[[ Data extracts open ]]

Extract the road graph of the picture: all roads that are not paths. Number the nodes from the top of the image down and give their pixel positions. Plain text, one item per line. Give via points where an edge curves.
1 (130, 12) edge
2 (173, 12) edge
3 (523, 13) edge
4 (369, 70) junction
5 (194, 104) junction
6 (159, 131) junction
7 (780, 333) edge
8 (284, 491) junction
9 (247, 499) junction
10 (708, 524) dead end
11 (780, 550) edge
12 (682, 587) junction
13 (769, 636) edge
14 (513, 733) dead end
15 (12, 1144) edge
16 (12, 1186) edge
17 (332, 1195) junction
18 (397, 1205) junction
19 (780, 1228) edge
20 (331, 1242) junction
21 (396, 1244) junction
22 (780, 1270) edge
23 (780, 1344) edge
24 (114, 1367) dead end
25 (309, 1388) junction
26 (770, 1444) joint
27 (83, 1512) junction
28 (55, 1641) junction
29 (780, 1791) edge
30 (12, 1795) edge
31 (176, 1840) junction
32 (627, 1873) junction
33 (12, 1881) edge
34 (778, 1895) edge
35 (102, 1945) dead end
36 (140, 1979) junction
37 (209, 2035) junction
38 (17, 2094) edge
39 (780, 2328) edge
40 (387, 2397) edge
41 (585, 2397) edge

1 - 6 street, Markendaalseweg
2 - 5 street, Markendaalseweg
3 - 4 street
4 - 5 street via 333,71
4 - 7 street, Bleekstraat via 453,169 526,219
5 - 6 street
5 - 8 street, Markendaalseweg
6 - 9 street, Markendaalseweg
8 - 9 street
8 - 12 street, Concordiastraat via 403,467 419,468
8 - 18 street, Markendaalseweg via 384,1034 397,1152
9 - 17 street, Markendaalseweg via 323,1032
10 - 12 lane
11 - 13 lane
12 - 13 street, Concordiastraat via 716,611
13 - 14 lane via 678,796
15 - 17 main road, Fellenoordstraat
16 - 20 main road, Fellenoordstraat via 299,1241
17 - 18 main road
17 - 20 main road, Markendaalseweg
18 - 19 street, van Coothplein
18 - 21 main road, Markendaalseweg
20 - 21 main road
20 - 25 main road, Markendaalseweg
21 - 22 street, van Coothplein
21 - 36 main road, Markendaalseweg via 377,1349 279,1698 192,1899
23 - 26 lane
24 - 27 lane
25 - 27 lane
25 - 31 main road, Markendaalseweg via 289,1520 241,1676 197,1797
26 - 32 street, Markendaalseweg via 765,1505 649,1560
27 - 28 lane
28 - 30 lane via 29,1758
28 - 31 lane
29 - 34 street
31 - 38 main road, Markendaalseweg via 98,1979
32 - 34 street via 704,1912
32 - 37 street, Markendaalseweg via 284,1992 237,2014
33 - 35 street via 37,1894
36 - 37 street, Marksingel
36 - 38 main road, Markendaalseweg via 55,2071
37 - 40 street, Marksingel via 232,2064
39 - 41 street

[[ Data extracts closed ]]

**What to produce:** Filter the listing above for lines with the word "Fellenoordstraat", and copy each one you find.

**Answer for the task:**
15 - 17 main road, Fellenoordstraat
16 - 20 main road, Fellenoordstraat via 299,1241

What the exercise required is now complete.